The Dow gained 46.34 points or 0.26 percent to 18,070.40 after the Commerce Department said new orders for manufactured goods rose 2.1 percent in March, after seven straight months of declines.
The Australian bourse gyrated around the central bank's rate decision to cut official rates to a record 2 percent from 2.25 percent, as it tries to tamp down the Aussie dollar and stoke economic growth to offset a downturn in the key mining sector.
"At today's meeting, the board judged that the inflation outlook provided the opportunity for monetary policy to be eased further, so as to reinforce recent encouraging trends in household demand," Reserve Bank of Australia governor Glenn Stevens said in a statement.
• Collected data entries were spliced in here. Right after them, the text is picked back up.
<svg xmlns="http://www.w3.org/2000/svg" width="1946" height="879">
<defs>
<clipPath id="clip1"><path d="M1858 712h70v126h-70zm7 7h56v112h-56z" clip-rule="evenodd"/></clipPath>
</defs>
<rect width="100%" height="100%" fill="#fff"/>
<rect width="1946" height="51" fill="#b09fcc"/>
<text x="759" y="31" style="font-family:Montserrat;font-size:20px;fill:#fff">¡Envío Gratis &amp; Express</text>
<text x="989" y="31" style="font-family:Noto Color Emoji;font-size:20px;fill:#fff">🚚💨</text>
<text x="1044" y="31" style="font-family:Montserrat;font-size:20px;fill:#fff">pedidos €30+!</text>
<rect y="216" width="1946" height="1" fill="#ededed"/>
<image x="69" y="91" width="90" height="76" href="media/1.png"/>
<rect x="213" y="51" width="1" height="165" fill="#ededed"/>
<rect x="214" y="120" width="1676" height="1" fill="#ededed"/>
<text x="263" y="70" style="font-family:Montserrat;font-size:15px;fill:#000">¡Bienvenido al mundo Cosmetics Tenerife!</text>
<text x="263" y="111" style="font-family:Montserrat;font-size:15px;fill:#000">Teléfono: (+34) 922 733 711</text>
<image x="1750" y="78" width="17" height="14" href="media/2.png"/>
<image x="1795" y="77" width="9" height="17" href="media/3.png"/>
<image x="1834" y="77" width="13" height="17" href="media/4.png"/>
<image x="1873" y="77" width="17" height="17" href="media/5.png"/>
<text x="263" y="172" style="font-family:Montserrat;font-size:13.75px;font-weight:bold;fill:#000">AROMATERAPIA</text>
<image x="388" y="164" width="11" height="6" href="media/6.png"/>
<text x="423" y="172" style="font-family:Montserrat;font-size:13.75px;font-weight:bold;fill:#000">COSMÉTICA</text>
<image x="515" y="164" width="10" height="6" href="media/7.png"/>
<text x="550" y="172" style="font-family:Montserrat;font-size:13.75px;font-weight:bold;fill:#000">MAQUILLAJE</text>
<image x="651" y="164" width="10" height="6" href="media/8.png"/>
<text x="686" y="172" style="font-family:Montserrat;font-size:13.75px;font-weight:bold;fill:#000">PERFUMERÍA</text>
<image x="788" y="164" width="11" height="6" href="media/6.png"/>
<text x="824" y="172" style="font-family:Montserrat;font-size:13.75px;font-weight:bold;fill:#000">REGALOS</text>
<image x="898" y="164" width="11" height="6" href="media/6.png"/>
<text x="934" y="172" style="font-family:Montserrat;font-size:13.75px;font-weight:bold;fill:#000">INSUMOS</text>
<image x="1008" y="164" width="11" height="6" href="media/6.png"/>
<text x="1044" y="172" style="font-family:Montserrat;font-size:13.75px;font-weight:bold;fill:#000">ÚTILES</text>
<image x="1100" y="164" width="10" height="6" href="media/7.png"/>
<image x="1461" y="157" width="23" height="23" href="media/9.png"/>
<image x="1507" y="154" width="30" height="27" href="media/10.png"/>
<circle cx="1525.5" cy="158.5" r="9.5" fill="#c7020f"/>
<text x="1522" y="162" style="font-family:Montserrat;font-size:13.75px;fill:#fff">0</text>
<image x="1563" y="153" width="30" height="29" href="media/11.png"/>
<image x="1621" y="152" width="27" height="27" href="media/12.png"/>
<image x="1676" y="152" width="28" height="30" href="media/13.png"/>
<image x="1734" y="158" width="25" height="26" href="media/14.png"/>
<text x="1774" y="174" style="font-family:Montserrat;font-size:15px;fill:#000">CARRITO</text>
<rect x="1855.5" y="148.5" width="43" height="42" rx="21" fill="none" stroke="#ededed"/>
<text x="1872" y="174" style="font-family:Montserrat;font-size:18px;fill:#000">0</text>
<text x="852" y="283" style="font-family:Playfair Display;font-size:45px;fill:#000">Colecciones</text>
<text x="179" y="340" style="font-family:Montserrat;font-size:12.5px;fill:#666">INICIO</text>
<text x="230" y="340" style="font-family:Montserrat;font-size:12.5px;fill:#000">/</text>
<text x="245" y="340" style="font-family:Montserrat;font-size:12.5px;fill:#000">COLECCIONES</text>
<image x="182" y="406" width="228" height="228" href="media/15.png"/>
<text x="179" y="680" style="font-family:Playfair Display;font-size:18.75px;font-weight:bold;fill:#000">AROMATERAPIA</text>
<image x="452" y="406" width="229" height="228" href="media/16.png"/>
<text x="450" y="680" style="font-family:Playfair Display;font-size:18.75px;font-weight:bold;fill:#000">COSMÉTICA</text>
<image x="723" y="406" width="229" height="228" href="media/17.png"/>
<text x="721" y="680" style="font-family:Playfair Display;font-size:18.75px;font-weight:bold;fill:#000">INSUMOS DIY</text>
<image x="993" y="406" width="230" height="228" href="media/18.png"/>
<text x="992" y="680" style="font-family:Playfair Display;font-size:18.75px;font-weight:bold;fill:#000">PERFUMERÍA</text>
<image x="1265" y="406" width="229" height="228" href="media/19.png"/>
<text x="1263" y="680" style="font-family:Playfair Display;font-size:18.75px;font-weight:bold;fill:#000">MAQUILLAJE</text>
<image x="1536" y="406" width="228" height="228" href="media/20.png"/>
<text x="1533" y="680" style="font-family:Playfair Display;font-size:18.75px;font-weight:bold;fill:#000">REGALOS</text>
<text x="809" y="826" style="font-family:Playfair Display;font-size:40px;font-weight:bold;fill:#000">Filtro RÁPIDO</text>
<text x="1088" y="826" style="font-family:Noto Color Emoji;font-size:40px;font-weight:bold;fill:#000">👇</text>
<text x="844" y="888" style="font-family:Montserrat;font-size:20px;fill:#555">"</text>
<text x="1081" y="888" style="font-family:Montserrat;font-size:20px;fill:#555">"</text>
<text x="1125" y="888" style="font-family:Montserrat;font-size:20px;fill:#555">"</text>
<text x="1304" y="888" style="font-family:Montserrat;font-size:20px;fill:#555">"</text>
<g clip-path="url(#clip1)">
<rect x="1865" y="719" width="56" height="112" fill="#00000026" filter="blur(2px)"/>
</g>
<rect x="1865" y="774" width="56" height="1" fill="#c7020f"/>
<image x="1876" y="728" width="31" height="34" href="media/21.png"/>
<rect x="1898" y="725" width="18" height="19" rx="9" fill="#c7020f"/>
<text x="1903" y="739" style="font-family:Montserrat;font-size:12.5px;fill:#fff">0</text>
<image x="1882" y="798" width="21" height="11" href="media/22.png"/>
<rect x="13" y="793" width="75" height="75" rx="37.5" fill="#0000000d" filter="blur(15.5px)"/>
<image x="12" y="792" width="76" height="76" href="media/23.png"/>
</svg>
Stevens said the Australian dollar, which has lost ground amid plunging commodity prices, needed to fall further.
"Further depreciation seems both likely and necessary, particularly given the significant declines in key commodity prices," he said.
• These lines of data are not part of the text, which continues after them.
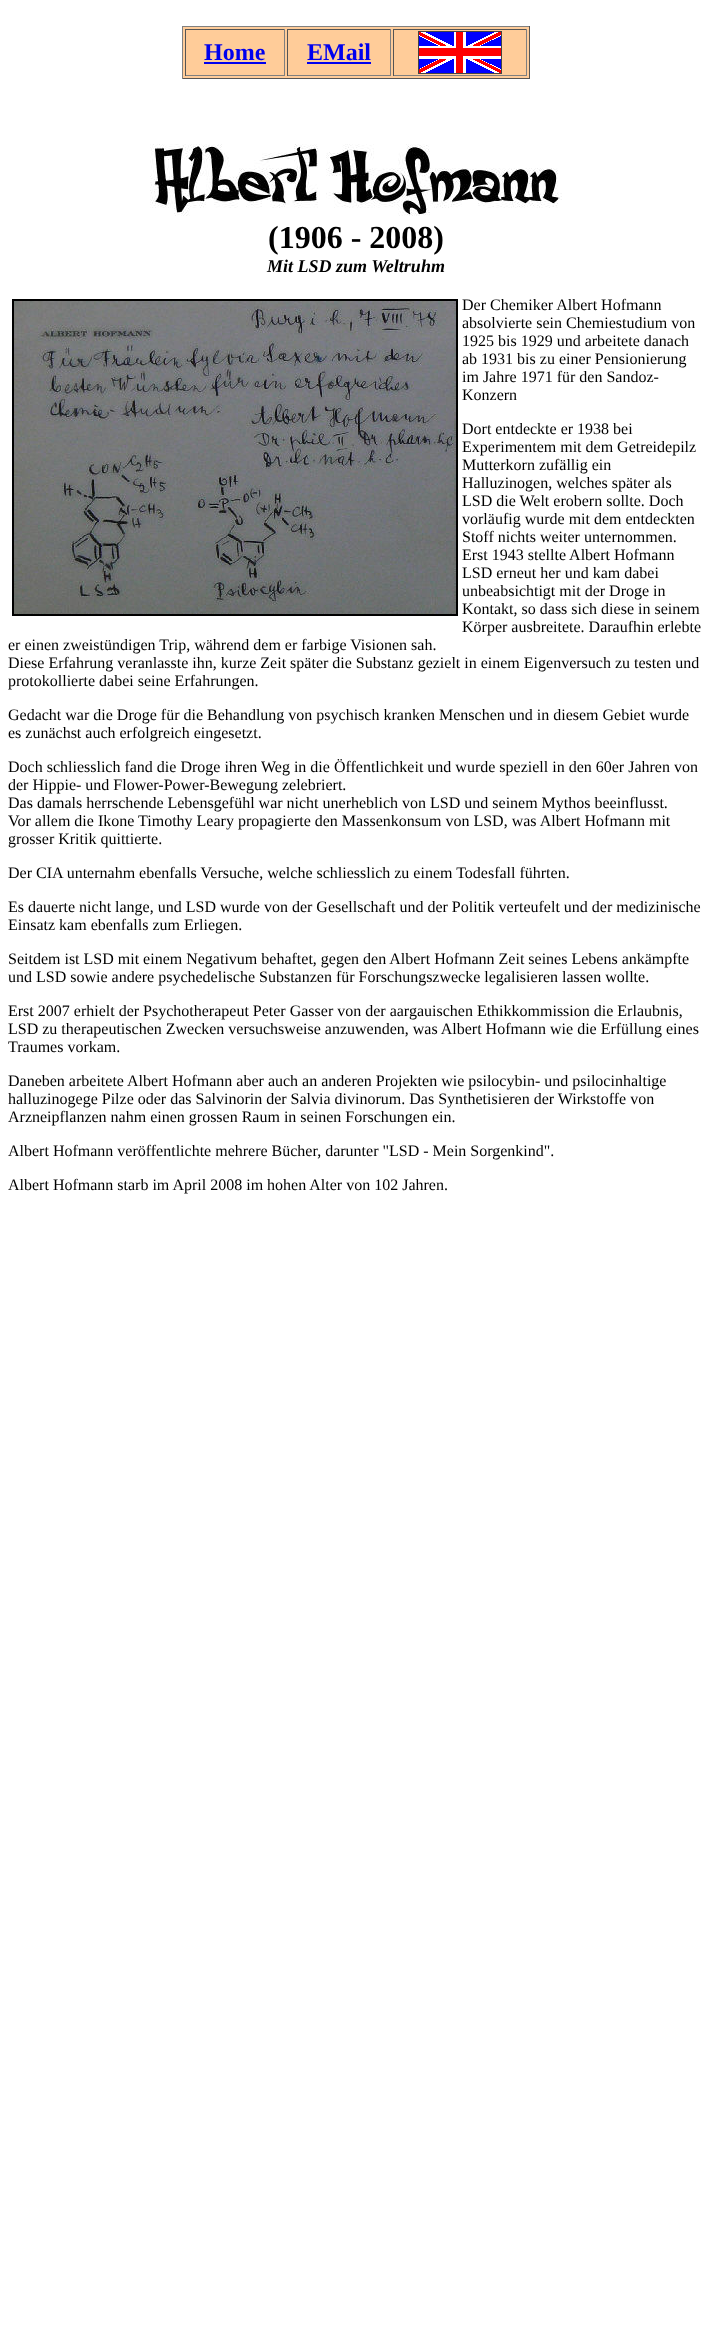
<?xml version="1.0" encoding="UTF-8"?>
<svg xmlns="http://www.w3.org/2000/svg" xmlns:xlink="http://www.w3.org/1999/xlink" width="712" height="2337">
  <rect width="100%" height="100%" fill="#ffffff" />
  <rect x="183" y="27" width="346" height="51" fill="#ffcc99" />
  <rect x="182" y="26" width="348" height="1" fill="#808080" />
  <rect x="529" y="26" width="1" height="53" fill="#555555" />
  <rect x="182" y="78" width="348" height="1" fill="#555555" />
  <rect x="182" y="26" width="1" height="53" fill="#808080" />
  <rect x="185" y="29" width="100" height="1" fill="#555555" />
  <rect x="284" y="29" width="1" height="47" fill="#808080" />
  <rect x="185" y="75" width="100" height="1" fill="#808080" />
  <rect x="185" y="29" width="1" height="47" fill="#555555" />
  <rect x="204" y="62" width="62" height="2" fill="#0000ee" />
  <rect x="287" y="29" width="104" height="1" fill="#555555" />
  <rect x="390" y="29" width="1" height="47" fill="#808080" />
  <rect x="287" y="75" width="104" height="1" fill="#808080" />
  <rect x="287" y="29" width="1" height="47" fill="#555555" />
  <rect x="307" y="62" width="64" height="2" fill="#0000ee" />
  <rect x="393" y="29" width="134" height="1" fill="#555555" />
  <rect x="526" y="29" width="1" height="47" fill="#808080" />
  <rect x="393" y="75" width="134" height="1" fill="#808080" />
  <rect x="393" y="29" width="1" height="47" fill="#555555" />
  <image x="418" y="31" width="84" height="43" xlink:href="image1.png" />
  <image x="150" y="144" width="412" height="72" xlink:href="image2.png" />
  <rect x="13" y="300" width="444" height="315" fill="none" stroke="#000000" stroke-width="2" />
  <image x="14" y="301" width="442" height="313" xlink:href="image3.png" />
  <text x="204" y="60" style="font-family: Liberation Serif; font-size: 24px; font-weight: bold; fill: #0000ee">Home</text>
  <text x="307" y="60" style="font-family: Liberation Serif; font-size: 24px; font-weight: bold; fill: #0000ee">EMail</text>
  <text x="268" y="248" style="font-family: Liberation Serif; font-size: 32px; font-weight: bold; fill: #000000">(1906 - 2008)</text>
  <text x="267" y="272" style="font-family: Liberation Serif; font-size: 18px; font-weight: bold; font-style: italic; fill: #000000">Mit LSD zum Weltruhm</text>
  <text x="462" y="310" style="font-family: Liberation Serif; font-size: 16px; fill: #000000">Der Chemiker Albert Hofmann</text>
  <text x="462" y="328" style="font-family: Liberation Serif; font-size: 16px; fill: #000000">absolvierte sein Chemiestudium von</text>
  <text x="462" y="346" style="font-family: Liberation Serif; font-size: 16px; fill: #000000">1925 bis 1929 und arbeitete danach</text>
  <text x="462" y="364" style="font-family: Liberation Serif; font-size: 16px; fill: #000000">ab 1931 bis zu einer Pensionierung</text>
  <text x="462" y="382" style="font-family: Liberation Serif; font-size: 16px; fill: #000000">im Jahre 1971 für den Sandoz-</text>
  <text x="462" y="400" style="font-family: Liberation Serif; font-size: 16px; fill: #000000">Konzern</text>
  <text x="462" y="434" style="font-family: Liberation Serif; font-size: 16px; fill: #000000">Dort entdeckte er 1938 bei</text>
  <text x="462" y="452" style="font-family: Liberation Serif; font-size: 16px; fill: #000000">Experimentem mit dem Getreidepilz</text>
  <text x="462" y="470" style="font-family: Liberation Serif; font-size: 16px; fill: #000000">Mutterkorn zufällig ein</text>
  <text x="462" y="488" style="font-family: Liberation Serif; font-size: 16px; fill: #000000">Halluzinogen, welches später als</text>
  <text x="462" y="506" style="font-family: Liberation Serif; font-size: 16px; fill: #000000">LSD die Welt erobern sollte. Doch</text>
  <text x="462" y="524" style="font-family: Liberation Serif; font-size: 16px; fill: #000000">vorläufig wurde mit dem entdeckten</text>
  <text x="462" y="542" style="font-family: Liberation Serif; font-size: 16px; fill: #000000">Stoff nichts weiter unternommen.</text>
  <text x="462" y="560" style="font-family: Liberation Serif; font-size: 16px; fill: #000000">Erst 1943 stellte Albert Hofmann</text>
  <text x="462" y="578" style="font-family: Liberation Serif; font-size: 16px; fill: #000000">LSD erneut her und kam dabei</text>
  <text x="462" y="596" style="font-family: Liberation Serif; font-size: 16px; fill: #000000">unbeabsichtigt mit der Droge in</text>
  <text x="462" y="614" style="font-family: Liberation Serif; font-size: 16px; fill: #000000">Kontakt, so dass sich diese in seinem</text>
  <text x="462" y="632" style="font-family: Liberation Serif; font-size: 16px; fill: #000000">Körper ausbreitete. Daraufhin erlebte</text>
  <text x="8" y="650" style="font-family: Liberation Serif; font-size: 16px; fill: #000000">er einen zweistündigen Trip, während dem er farbige Visionen sah.</text>
  <text x="8" y="668" style="font-family: Liberation Serif; font-size: 16px; fill: #000000">Diese Erfahrung veranlasste ihn, kurze Zeit später die Substanz gezielt in einem Eigenversuch zu testen und</text>
  <text x="8" y="686" style="font-family: Liberation Serif; font-size: 16px; fill: #000000">protokollierte dabei seine Erfahrungen.</text>
  <text x="8" y="720" style="font-family: Liberation Serif; font-size: 16px; fill: #000000">Gedacht war die Droge für die Behandlung von psychisch kranken Menschen und in diesem Gebiet wurde</text>
  <text x="8" y="738" style="font-family: Liberation Serif; font-size: 16px; fill: #000000">es zunächst auch erfolgreich eingesetzt.</text>
  <text x="8" y="772" style="font-family: Liberation Serif; font-size: 16px; fill: #000000">Doch schliesslich fand die Droge ihren Weg in die Öffentlichkeit und wurde speziell in den 60er Jahren von</text>
  <text x="8" y="790" style="font-family: Liberation Serif; font-size: 16px; fill: #000000">der Hippie- und Flower-Power-Bewegung zelebriert.</text>
  <text x="8" y="808" style="font-family: Liberation Serif; font-size: 16px; fill: #000000">Das damals herrschende Lebensgefühl war nicht unerheblich von LSD und seinem Mythos beeinflusst.</text>
  <text x="8" y="826" style="font-family: Liberation Serif; font-size: 16px; fill: #000000">Vor allem die Ikone Timothy Leary propagierte den Massenkonsum von LSD, was Albert Hofmann mit</text>
  <text x="8" y="844" style="font-family: Liberation Serif; font-size: 16px; fill: #000000">grosser Kritik quittierte.</text>
  <text x="8" y="878" style="font-family: Liberation Serif; font-size: 16px; fill: #000000">Der CIA unternahm ebenfalls Versuche, welche schliesslich zu einem Todesfall führten.</text>
  <text x="8" y="912" style="font-family: Liberation Serif; font-size: 16px; fill: #000000">Es dauerte nicht lange, und LSD wurde von der Gesellschaft und der Politik verteufelt und der medizinische</text>
  <text x="8" y="930" style="font-family: Liberation Serif; font-size: 16px; fill: #000000">Einsatz kam ebenfalls zum Erliegen.</text>
  <text x="8" y="964" style="font-family: Liberation Serif; font-size: 16px; fill: #000000">Seitdem ist LSD mit einem Negativum behaftet, gegen den Albert Hofmann Zeit seines Lebens ankämpfte</text>
  <text x="8" y="982" style="font-family: Liberation Serif; font-size: 16px; fill: #000000">und LSD sowie andere psychedelische Substanzen für Forschungszwecke legalisieren lassen wollte.</text>
  <text x="8" y="1016" style="font-family: Liberation Serif; font-size: 16px; fill: #000000">Erst 2007 erhielt der Psychotherapeut Peter Gasser von der aargauischen Ethikkommission die Erlaubnis,</text>
  <text x="8" y="1034" style="font-family: Liberation Serif; font-size: 16px; fill: #000000">LSD zu therapeutischen Zwecken versuchsweise anzuwenden, was Albert Hofmann wie die Erfüllung eines</text>
  <text x="8" y="1052" style="font-family: Liberation Serif; font-size: 16px; fill: #000000">Traumes vorkam.</text>
  <text x="8" y="1086" style="font-family: Liberation Serif; font-size: 16px; fill: #000000">Daneben arbeitete Albert Hofmann aber auch an anderen Projekten wie psilocybin- und psilocinhaltige</text>
  <text x="8" y="1104" style="font-family: Liberation Serif; font-size: 16px; fill: #000000">halluzinogege Pilze oder das Salvinorin der Salvia divinorum. Das Synthetisieren der Wirkstoffe von</text>
  <text x="8" y="1122" style="font-family: Liberation Serif; font-size: 16px; fill: #000000">Arzneipflanzen nahm einen grossen Raum in seinen Forschungen ein.</text>
  <text x="8" y="1156" style="font-family: Liberation Serif; font-size: 16px; fill: #000000">Albert Hofmann veröffentlichte mehrere Bücher, darunter "LSD - Mein Sorgenkind".</text>
  <text x="8" y="1190" style="font-family: Liberation Serif; font-size: 16px; fill: #000000">Albert Hofmann starb im April 2008 im hohen Alter von 102 Jahren.</text>
</svg>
The local unit eased to 77.88 US cents immediately after the decision but jumped back to over 79 US cents.
Analysts said the sharp rise reflected the market's disappointment that the central bank did not include an easing bias in its statement, which could have pointed to further rate cuts.
The greenback was up against the euro and most other major Asian currencies in afternoon Asian trade on fresh expectations the US central bank may raise interest rates in the second half of the year, analysts said.
The euro bought $1.1132, down from $1.1146 in New York late Monday. The greenback however eased to 120.09 yen from 120.14 yen.
Against the Japanese currency, the euro was changing hands at 133.68 yen from 133.92, but trade was thin with Tokyo markets closed.
Volumes were also thin in oil, with prices edging lower Tuesday as concerns over a global supply glut persisted and few fresh leads emerged for dealers to track.
US benchmark West Texas Intermediate for June delivery fell 12 cents to $58.81 while Brent crude for June eased 18 cents to $66.27 in afternoon trade.
"Oil prices are drifting with low volumes, indicating dealers across the Asia-Pacific region are sitting back with no major developments at the moment," Michael McCarthy, chief market analyst at CMC Markets in Sydney, told AFP.
Gold fetched 1,188.70 against $1,182.38 late Monday.
Thailand was also closed for a holiday. In other markets:
-- Taiwan's weighted index fell 24.91 points, or 0.25 percent to 9,820.13.
Taiwan Semiconductor Manufacturing Co closed 0.34 percent lower to Tw$147.0, while Fubon Financial Holding lost 1.03 percent to Tw$67.5.
-- In Wellington, the benchmark NZX 50 index rose 20.71 points or 0.36 percent, to 5,787.79. Air New Zealand lifted 3.93 percent to NZ$2.78 and Chorus was up 0.66 percent at NZ$3.07.